• Requirement: Repeat all of the records word for word, but skip any picture.

• Extracted records:
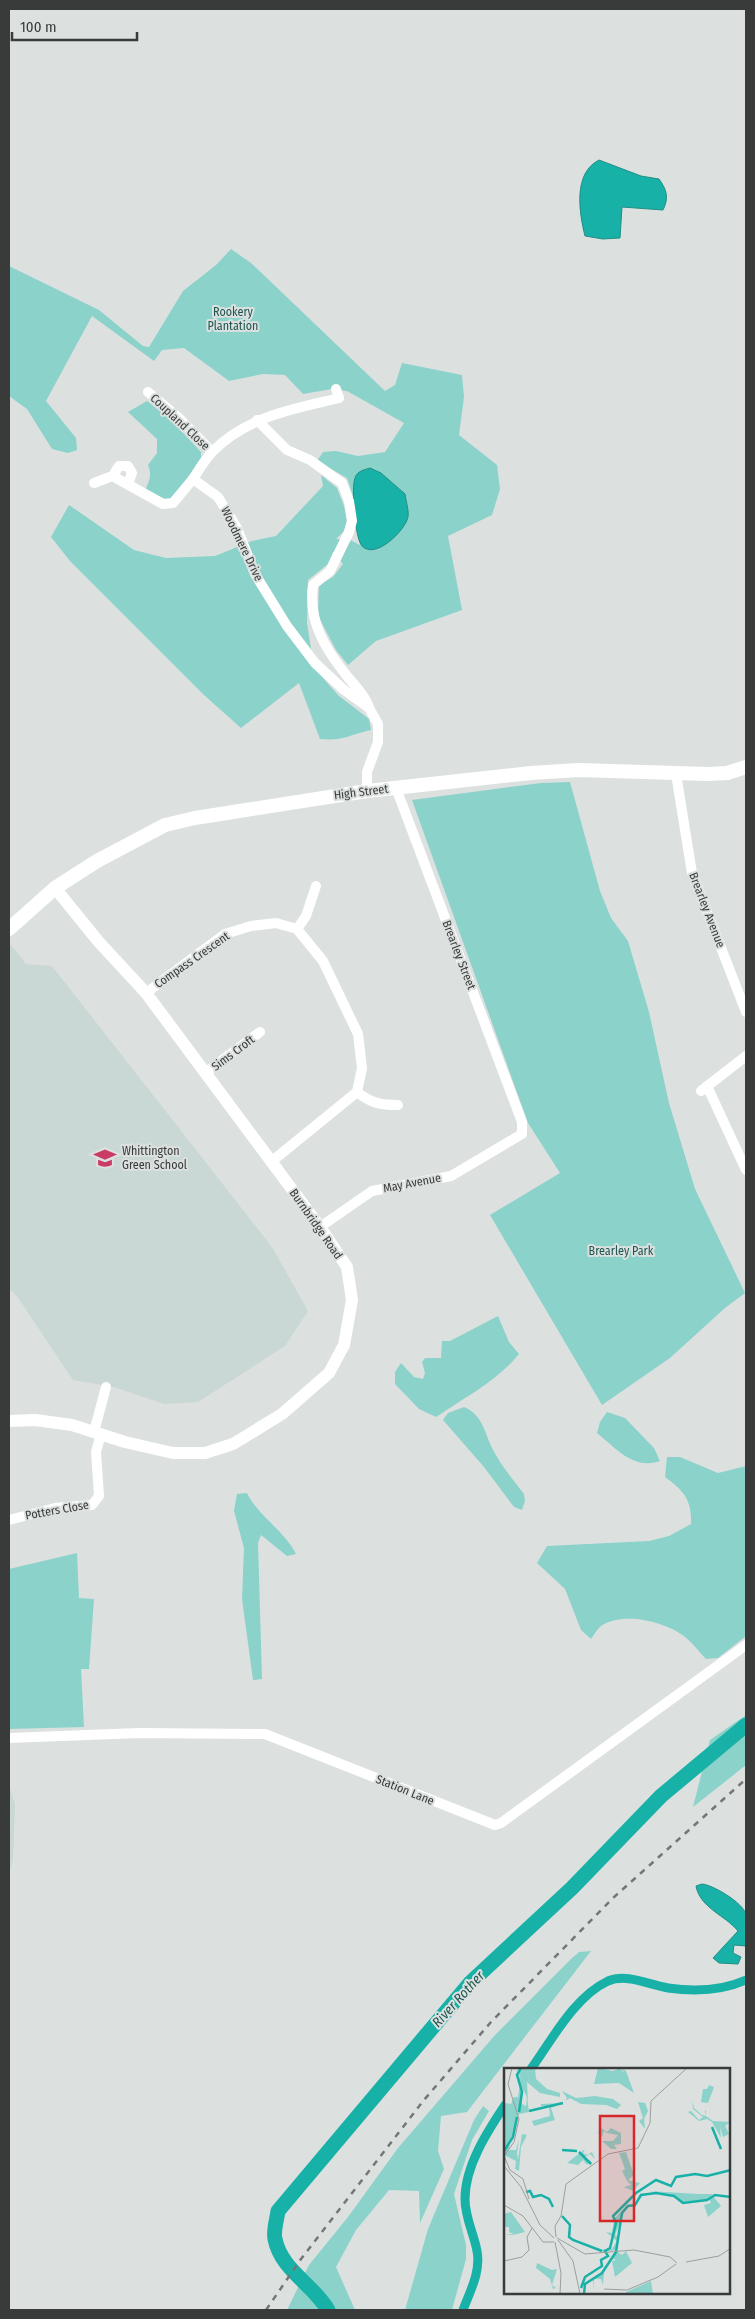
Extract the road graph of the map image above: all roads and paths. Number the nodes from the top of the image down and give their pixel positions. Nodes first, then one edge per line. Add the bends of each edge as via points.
1 (336, 389) dead end
2 (148, 392) dead end
3 (257, 420) junction
4 (212, 452) junction
5 (116, 475) junction
6 (193, 479) junction
7 (94, 483) dead end
8 (128, 484) junction
9 (369, 708) junction
10 (746, 767) edge
11 (676, 774) junction
12 (396, 788) junction
13 (367, 791) junction
14 (316, 886) dead end
15 (55, 888) junction
16 (9, 929) edge
17 (297, 929) junction
18 (146, 993) junction
19 (746, 1012) edge
20 (260, 1032) dead end
21 (746, 1056) edge
22 (205, 1073) junction
23 (357, 1092) junction
24 (398, 1105) dead end
25 (522, 1122) joint
26 (271, 1162) junction
27 (746, 1170) edge
28 (320, 1227) junction
29 (106, 1387) dead end
30 (9, 1421) edge
31 (98, 1433) junction
32 (9, 1520) edge
33 (746, 1645) edge
34 (9, 1738) edge

1 - 3 street via 339,398
2 - 4 street, Coupland Close
3 - 4 street via 237,431
3 - 9 street via 287,450 310,460 342,483 349,501 352,521 349,532 330,571 314,585 311,598 313,619 330,655 366,698
4 - 6 street
5 - 7 street
5 - 8 street
5 - 8 street via 119,466 128,466 132,473
6 - 8 street via 173,503 163,504
6 - 9 street, Woodmere Drive via 218,497 237,528 255,574 287,626 315,663
9 - 13 street via 378,724 378,742 367,772
10 - 11 main road, High Street via 727,773
11 - 12 main road, High Street via 579,770
11 - 19 street, Brearley Avenue via 692,873
12 - 13 main road, High Street
12 - 25 street, Brearley Street
13 - 15 main road, High Street via 234,811 165,826 97,861
14 - 17 street via 306,916
15 - 16 main road, High Street
15 - 18 street, Burnbridge Road
17 - 18 street, Compass Crescent via 276,923 250,926 225,934
17 - 23 street via 323,961 358,1034 362,1068
18 - 22 street, Burnbridge Road
20 - 22 street, Sims Croft
21 - 27 street via 704,1088
22 - 26 street, Burnbridge Road
23 - 24 street via 379,1105
23 - 26 street
25 - 28 street, May Avenue via 522,1134 451,1176 372,1192
26 - 28 street, Burnbridge Road
28 - 31 street, Burnbridge Road via 347,1267 352,1300 344,1345 329,1373 282,1414 259,1429 233,1444 205,1453 174,1453
29 - 31 street
30 - 31 street, Burnbridge Road via 35,1420 72,1425
31 - 32 street, Potters Close via 96,1452 100,1496 92,1505 55,1508
33 - 34 street, Station Lane via 495,1825 265,1734 139,1733

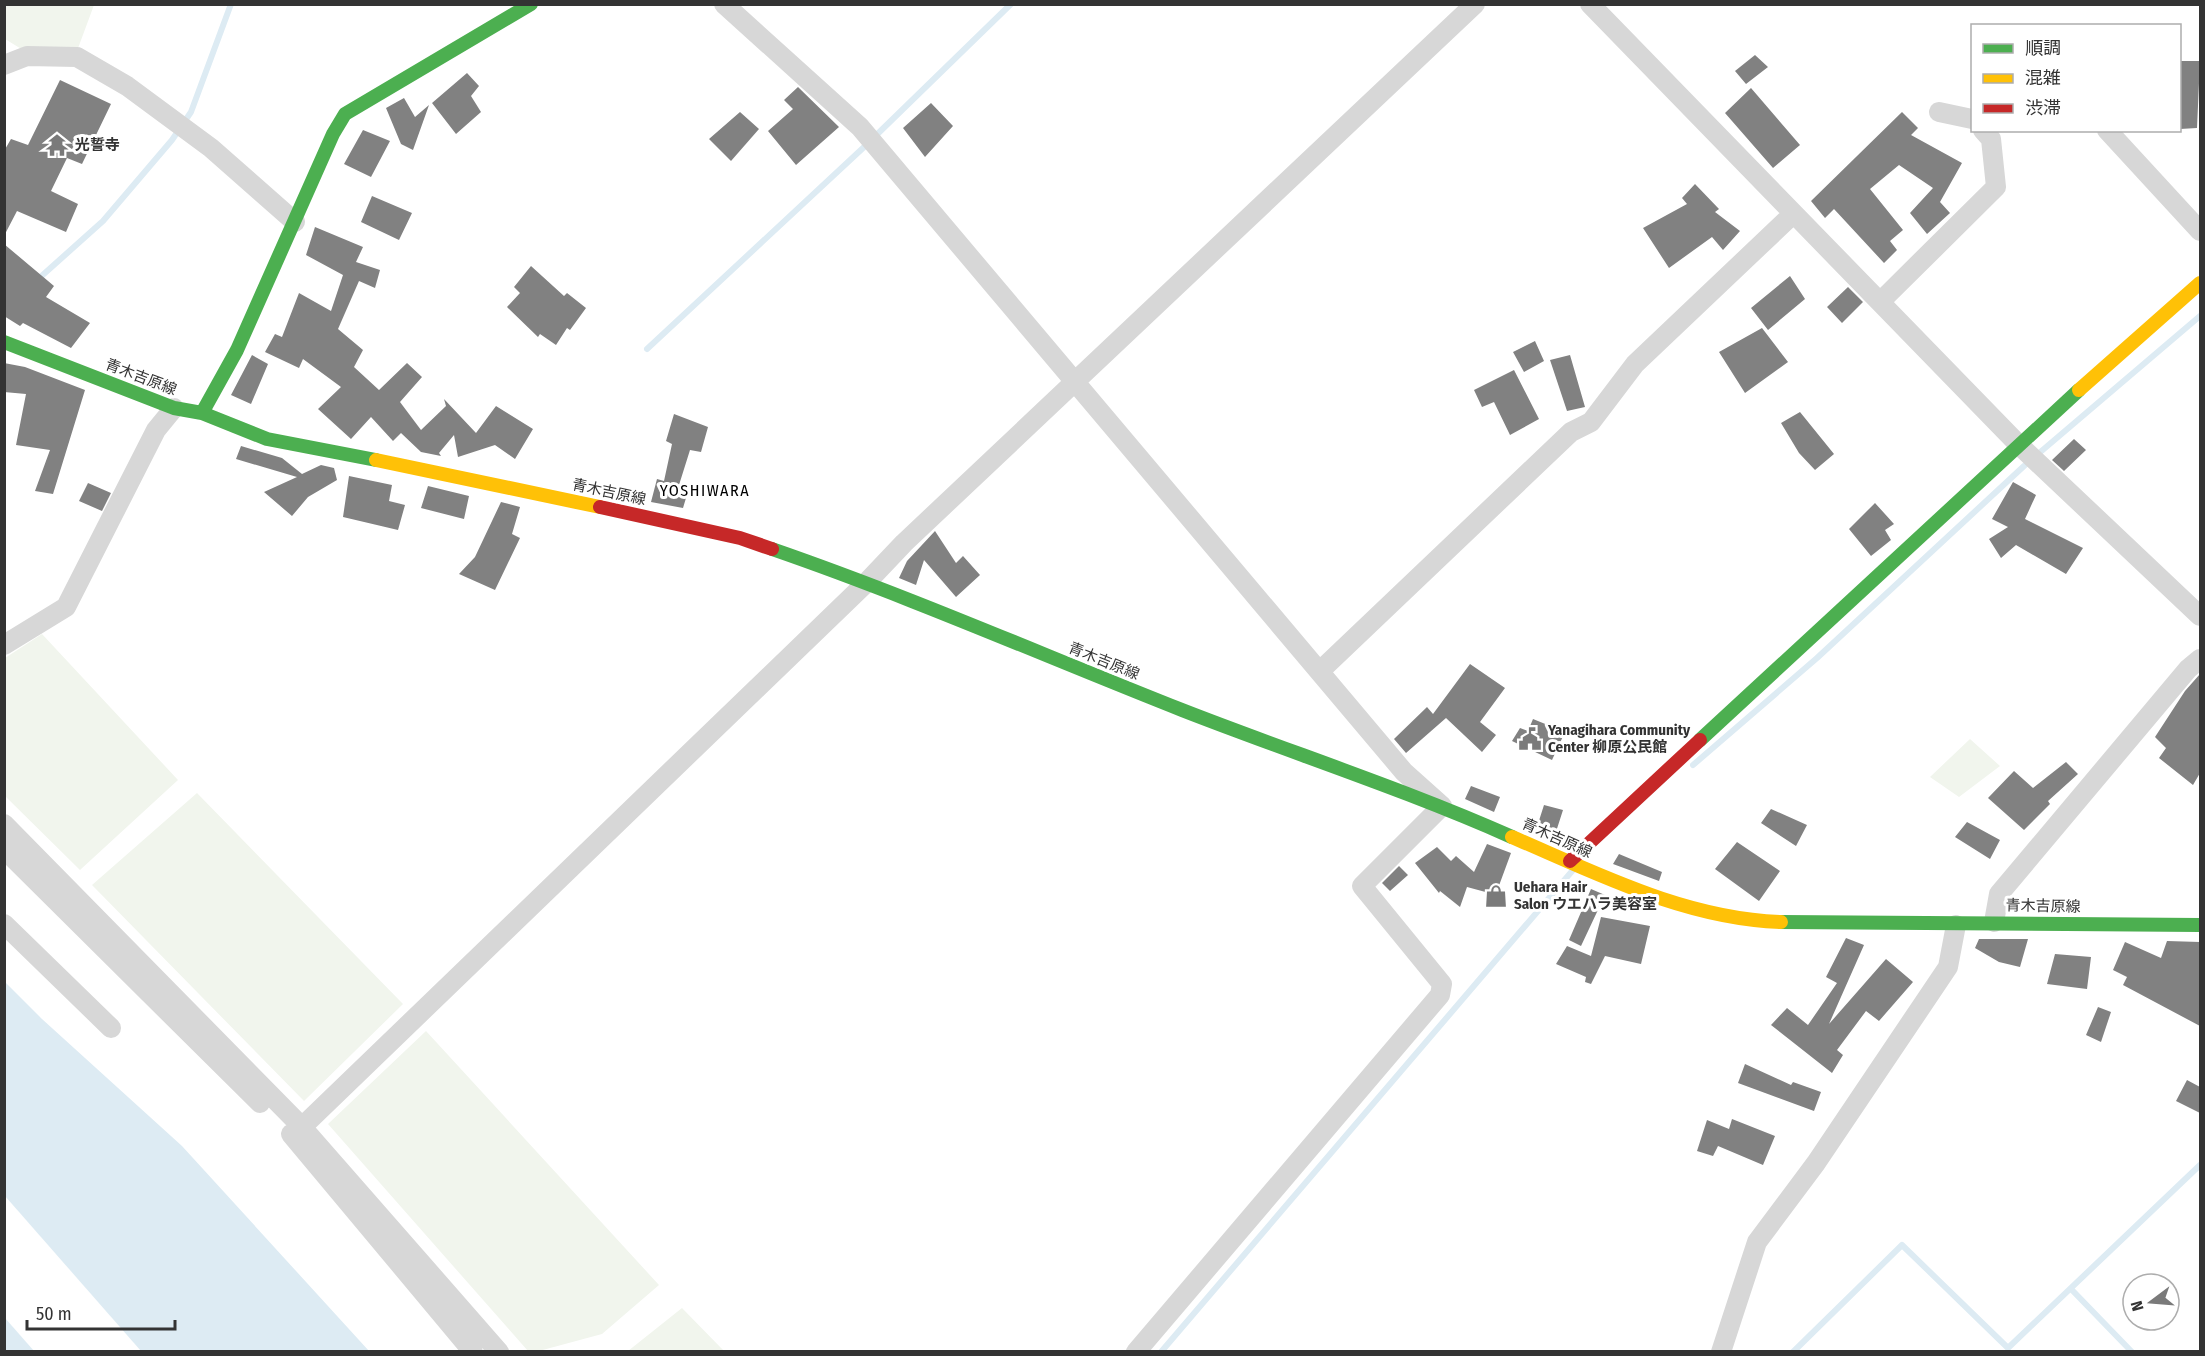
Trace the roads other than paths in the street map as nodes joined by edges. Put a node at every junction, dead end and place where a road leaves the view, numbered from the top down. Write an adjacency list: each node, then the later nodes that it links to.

• Finished exercise:
Extract the road graph of the map image above: all roads and paths. Number the nodes from the top of the image down and give their pixel positions. Nodes first, then one edge per line. Add the bends of each edge as via points.
1 (336, 389) dead end
2 (148, 392) dead end
3 (257, 420) junction
4 (212, 452) junction
5 (116, 475) junction
6 (193, 479) junction
7 (94, 483) dead end
8 (128, 484) junction
9 (369, 708) junction
10 (746, 767) edge
11 (676, 774) junction
12 (396, 788) junction
13 (367, 791) junction
14 (316, 886) dead end
15 (55, 888) junction
16 (9, 929) edge
17 (297, 929) junction
18 (146, 993) junction
19 (746, 1012) edge
20 (260, 1032) dead end
21 (746, 1056) edge
22 (205, 1073) junction
23 (357, 1092) junction
24 (398, 1105) dead end
25 (522, 1122) joint
26 (271, 1162) junction
27 (746, 1170) edge
28 (320, 1227) junction
29 (106, 1387) dead end
30 (9, 1421) edge
31 (98, 1433) junction
32 (9, 1520) edge
33 (746, 1645) edge
34 (9, 1738) edge

1 - 3 street via 339,398
2 - 4 street, Coupland Close
3 - 4 street via 237,431
3 - 9 street via 287,450 310,460 342,483 349,501 352,521 349,532 330,571 314,585 311,598 313,619 330,655 366,698
4 - 6 street
5 - 7 street
5 - 8 street
5 - 8 street via 119,466 128,466 132,473
6 - 8 street via 173,503 163,504
6 - 9 street, Woodmere Drive via 218,497 237,528 255,574 287,626 315,663
9 - 13 street via 378,724 378,742 367,772
10 - 11 main road, High Street via 727,773
11 - 12 main road, High Street via 579,770
11 - 19 street, Brearley Avenue via 692,873
12 - 13 main road, High Street
12 - 25 street, Brearley Street
13 - 15 main road, High Street via 234,811 165,826 97,861
14 - 17 street via 306,916
15 - 16 main road, High Street
15 - 18 street, Burnbridge Road
17 - 18 street, Compass Crescent via 276,923 250,926 225,934
17 - 23 street via 323,961 358,1034 362,1068
18 - 22 street, Burnbridge Road
20 - 22 street, Sims Croft
21 - 27 street via 704,1088
22 - 26 street, Burnbridge Road
23 - 24 street via 379,1105
23 - 26 street
25 - 28 street, May Avenue via 522,1134 451,1176 372,1192
26 - 28 street, Burnbridge Road
28 - 31 street, Burnbridge Road via 347,1267 352,1300 344,1345 329,1373 282,1414 259,1429 233,1444 205,1453 174,1453
29 - 31 street
30 - 31 street, Burnbridge Road via 35,1420 72,1425
31 - 32 street, Potters Close via 96,1452 100,1496 92,1505 55,1508
33 - 34 street, Station Lane via 495,1825 265,1734 139,1733

Trace the roads other than paths in the street map as nodes joined by edges. Put a node at every junction, dead end and place where a road leaves the view, numbered from the top down. Write an adjacency list: each node, then the later nodes that it links to.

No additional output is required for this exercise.